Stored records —
========

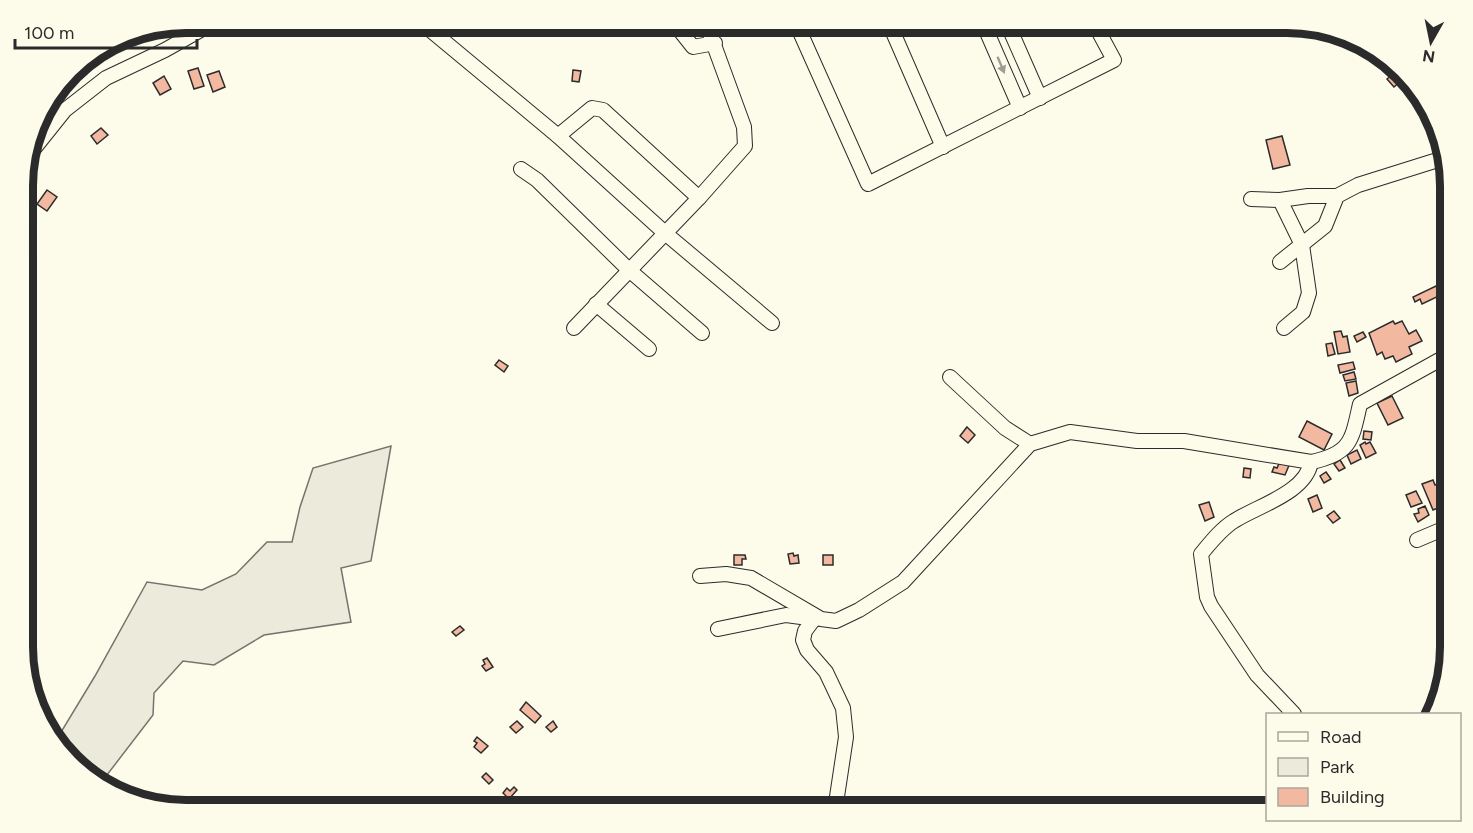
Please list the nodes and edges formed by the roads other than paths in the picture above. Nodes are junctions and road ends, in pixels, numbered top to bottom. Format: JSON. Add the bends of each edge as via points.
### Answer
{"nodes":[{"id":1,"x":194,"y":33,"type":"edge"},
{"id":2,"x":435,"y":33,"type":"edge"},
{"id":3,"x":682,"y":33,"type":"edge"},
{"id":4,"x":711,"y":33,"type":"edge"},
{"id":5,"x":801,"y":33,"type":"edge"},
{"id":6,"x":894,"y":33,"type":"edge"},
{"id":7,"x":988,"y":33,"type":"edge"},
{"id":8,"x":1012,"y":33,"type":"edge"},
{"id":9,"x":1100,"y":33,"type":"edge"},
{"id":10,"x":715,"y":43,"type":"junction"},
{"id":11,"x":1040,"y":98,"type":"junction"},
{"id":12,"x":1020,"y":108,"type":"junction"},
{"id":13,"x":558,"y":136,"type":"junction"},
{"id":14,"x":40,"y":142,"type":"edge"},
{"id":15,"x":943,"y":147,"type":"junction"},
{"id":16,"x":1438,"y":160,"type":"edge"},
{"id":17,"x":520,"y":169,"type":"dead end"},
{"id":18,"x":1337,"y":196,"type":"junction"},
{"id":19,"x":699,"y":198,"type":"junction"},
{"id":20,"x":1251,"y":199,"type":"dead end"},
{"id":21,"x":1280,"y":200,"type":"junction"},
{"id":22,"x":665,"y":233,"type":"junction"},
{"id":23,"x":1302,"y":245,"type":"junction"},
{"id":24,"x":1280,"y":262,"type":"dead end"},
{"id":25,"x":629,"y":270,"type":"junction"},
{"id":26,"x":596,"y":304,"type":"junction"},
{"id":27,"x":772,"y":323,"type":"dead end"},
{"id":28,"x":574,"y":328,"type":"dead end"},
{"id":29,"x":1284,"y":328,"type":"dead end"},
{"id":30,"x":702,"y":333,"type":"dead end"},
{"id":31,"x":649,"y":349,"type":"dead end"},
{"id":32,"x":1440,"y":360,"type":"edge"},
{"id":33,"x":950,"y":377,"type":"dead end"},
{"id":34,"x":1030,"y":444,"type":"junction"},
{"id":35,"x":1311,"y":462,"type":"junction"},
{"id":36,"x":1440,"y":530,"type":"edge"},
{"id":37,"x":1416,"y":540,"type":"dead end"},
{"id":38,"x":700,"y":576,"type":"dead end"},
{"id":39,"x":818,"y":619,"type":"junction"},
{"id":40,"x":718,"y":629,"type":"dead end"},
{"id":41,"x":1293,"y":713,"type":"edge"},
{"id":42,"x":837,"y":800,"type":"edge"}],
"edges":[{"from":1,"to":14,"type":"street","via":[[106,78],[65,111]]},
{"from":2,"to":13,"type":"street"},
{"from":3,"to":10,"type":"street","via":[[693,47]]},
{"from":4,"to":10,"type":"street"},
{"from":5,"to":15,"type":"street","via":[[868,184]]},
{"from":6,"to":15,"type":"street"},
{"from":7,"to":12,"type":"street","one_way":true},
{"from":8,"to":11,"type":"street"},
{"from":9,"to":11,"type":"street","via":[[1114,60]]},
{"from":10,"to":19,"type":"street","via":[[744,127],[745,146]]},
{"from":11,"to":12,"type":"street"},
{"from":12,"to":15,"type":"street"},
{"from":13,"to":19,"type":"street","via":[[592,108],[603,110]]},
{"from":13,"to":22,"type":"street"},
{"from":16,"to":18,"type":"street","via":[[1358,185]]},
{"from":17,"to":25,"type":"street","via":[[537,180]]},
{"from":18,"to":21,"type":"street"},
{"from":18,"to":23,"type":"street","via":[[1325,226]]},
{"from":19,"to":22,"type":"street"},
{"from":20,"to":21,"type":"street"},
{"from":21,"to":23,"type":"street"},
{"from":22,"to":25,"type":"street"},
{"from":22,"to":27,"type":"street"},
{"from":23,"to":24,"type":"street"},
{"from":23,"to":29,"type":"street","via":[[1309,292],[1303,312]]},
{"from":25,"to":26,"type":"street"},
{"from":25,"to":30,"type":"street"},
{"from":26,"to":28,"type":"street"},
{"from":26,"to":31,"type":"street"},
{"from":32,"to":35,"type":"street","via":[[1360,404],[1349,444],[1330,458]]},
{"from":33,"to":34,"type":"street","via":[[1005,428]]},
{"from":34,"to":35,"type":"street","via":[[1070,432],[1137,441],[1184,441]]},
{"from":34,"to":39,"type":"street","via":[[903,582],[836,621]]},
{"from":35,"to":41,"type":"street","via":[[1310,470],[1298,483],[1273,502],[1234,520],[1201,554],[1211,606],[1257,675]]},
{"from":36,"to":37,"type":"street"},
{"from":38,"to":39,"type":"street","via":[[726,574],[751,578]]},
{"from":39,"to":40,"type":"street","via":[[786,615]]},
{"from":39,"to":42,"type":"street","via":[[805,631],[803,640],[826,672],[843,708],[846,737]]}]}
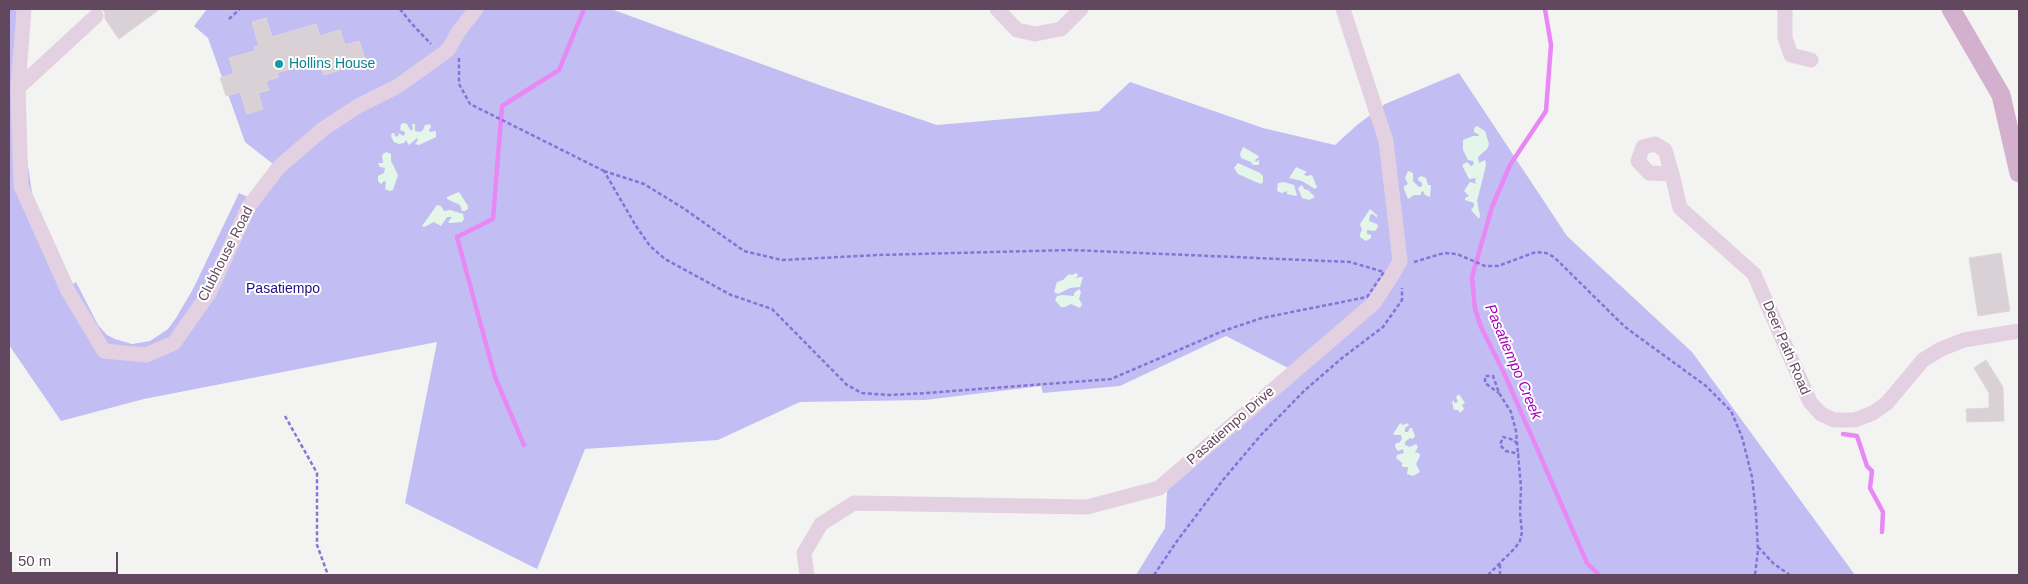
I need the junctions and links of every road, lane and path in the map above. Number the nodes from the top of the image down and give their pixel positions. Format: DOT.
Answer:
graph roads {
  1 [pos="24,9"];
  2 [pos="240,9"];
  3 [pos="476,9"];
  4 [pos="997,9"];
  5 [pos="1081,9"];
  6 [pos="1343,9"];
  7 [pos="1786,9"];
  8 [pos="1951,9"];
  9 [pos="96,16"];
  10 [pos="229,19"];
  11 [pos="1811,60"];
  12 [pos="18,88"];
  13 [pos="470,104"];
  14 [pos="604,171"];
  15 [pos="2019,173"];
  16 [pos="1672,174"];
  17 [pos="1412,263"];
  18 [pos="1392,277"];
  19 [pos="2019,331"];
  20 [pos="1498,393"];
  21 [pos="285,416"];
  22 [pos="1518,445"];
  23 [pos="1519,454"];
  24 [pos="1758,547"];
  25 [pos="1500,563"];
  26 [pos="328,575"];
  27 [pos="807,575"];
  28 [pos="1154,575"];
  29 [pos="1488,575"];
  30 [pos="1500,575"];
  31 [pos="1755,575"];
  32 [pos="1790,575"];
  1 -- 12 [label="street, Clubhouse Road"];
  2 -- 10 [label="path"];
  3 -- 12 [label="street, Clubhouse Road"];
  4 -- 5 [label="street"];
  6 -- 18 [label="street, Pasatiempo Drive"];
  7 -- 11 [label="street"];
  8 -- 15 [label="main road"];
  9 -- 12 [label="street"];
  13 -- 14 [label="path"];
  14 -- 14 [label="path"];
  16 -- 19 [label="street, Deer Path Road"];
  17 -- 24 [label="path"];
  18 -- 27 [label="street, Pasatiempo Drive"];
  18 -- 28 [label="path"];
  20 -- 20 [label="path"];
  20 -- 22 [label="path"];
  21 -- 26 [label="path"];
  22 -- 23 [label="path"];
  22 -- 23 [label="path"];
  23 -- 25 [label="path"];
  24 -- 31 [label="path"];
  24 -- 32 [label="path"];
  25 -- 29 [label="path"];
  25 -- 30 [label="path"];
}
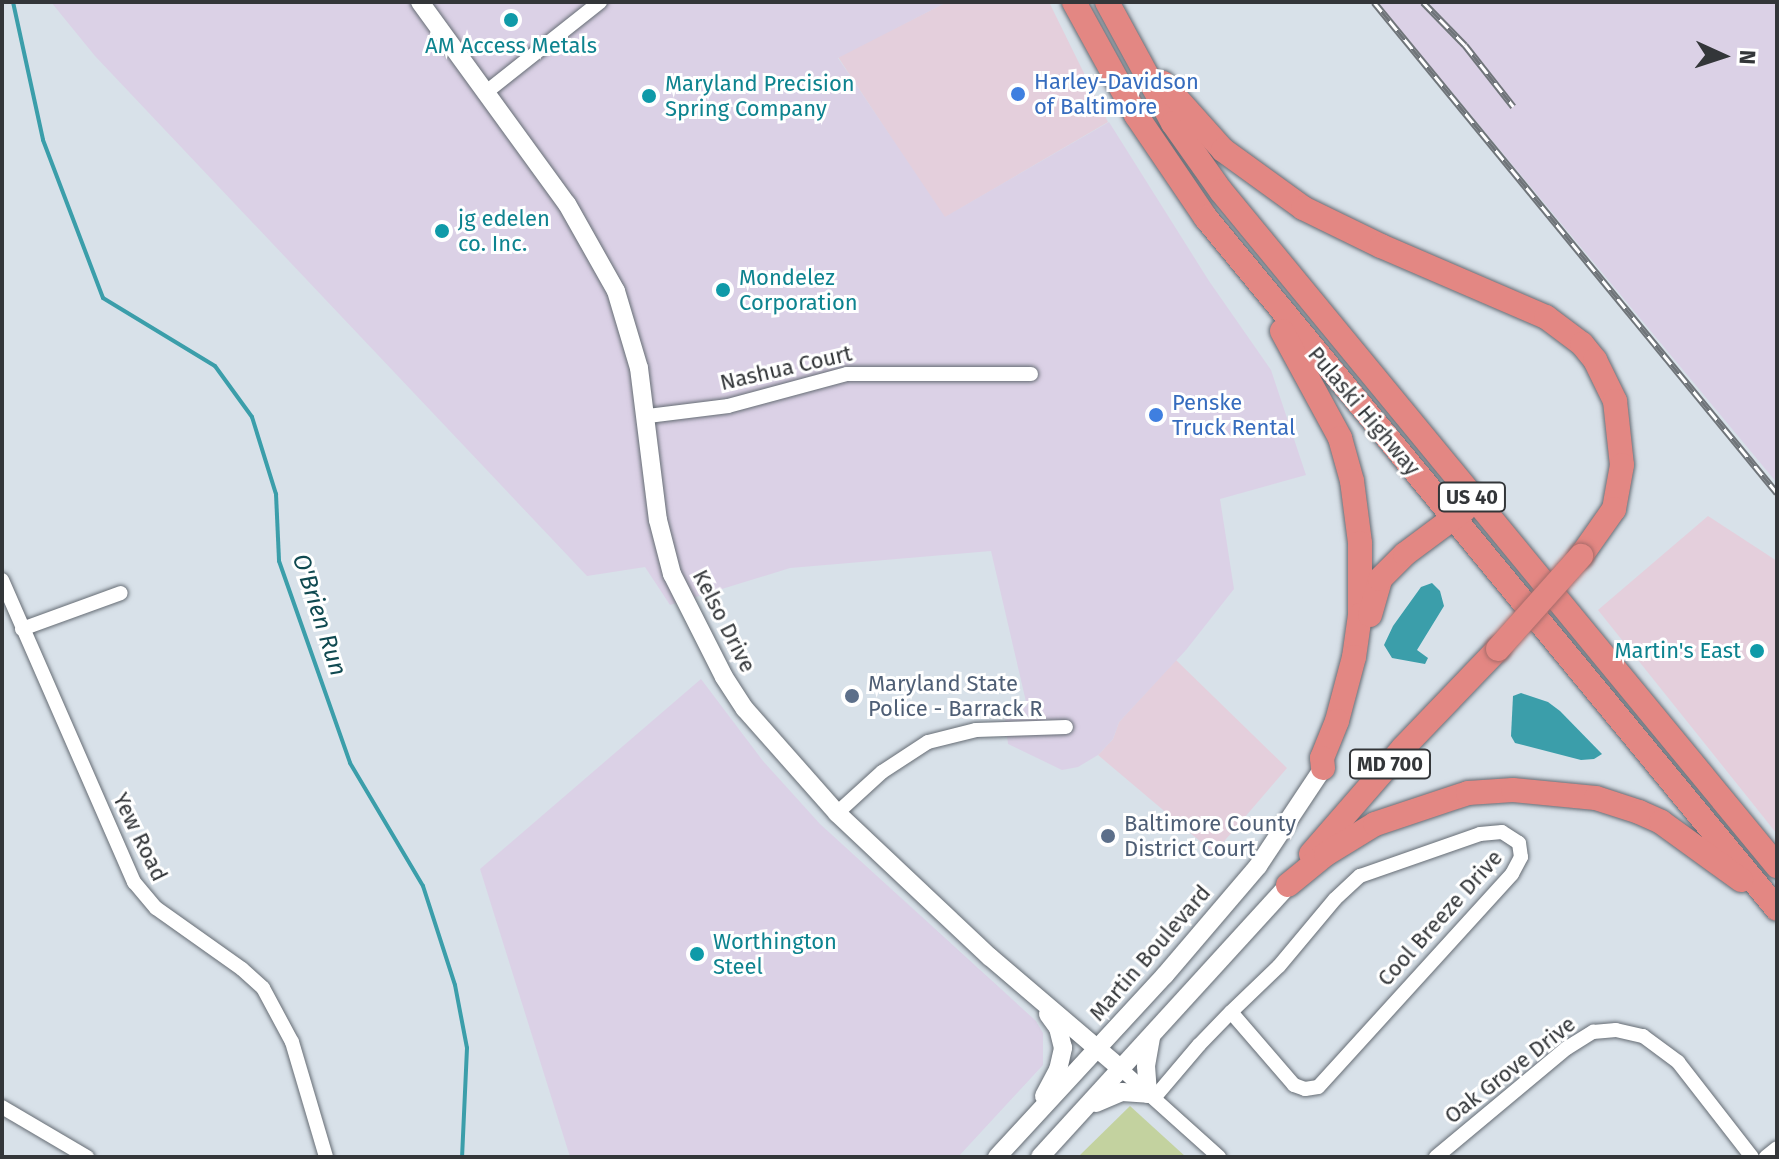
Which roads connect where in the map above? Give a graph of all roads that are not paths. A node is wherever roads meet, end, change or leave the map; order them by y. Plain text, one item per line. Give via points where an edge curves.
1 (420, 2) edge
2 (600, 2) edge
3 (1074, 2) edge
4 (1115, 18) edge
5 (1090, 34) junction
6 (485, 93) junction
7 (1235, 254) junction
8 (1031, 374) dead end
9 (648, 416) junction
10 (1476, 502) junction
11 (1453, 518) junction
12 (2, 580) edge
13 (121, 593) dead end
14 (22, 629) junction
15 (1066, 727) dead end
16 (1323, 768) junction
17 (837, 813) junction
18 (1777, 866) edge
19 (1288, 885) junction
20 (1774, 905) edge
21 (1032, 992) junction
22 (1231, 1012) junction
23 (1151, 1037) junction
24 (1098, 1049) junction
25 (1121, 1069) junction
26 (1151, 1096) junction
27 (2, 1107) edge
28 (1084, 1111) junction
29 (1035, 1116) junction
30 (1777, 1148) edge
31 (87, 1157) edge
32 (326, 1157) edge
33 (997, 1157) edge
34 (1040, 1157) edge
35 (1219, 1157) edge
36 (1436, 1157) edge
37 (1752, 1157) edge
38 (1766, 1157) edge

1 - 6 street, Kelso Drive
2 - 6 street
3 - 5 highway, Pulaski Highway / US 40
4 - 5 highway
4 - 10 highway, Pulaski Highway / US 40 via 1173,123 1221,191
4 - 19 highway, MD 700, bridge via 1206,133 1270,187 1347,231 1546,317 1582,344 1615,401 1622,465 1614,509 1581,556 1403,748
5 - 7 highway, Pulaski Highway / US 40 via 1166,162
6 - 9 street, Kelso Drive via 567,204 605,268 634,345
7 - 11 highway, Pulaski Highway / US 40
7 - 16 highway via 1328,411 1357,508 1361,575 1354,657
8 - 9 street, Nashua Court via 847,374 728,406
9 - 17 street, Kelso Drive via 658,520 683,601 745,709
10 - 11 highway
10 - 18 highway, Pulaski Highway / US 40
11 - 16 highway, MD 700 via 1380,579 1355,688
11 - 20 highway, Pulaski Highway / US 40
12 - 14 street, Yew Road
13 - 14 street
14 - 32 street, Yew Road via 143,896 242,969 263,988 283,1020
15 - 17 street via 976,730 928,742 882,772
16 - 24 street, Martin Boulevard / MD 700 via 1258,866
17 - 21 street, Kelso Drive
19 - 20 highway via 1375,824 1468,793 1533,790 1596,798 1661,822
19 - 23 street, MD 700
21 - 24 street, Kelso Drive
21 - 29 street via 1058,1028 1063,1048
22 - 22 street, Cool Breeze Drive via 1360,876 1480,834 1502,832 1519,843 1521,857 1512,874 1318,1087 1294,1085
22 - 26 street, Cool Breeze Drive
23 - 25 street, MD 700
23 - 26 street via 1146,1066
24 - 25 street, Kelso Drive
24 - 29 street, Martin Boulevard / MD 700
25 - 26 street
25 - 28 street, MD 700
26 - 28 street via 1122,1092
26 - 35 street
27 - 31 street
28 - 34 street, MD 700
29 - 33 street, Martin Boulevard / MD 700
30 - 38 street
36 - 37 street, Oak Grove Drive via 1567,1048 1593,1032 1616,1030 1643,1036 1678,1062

========

Aim of the exercise — The lines that contain the word "junctions" are wanted; copy each of them from the records.

The completed task —
Please list the nodes and edges formed by the roads other than paths in the picture above. Nodes are junctions and road ends, in pixels, numbered top to bottom. Format: JSON. Add the bends of each edge as via points.
I need the junctions and links of every road, lane and path in the map above. Number the nodes from the top of the image down and give their pixel positions. Format: DOT.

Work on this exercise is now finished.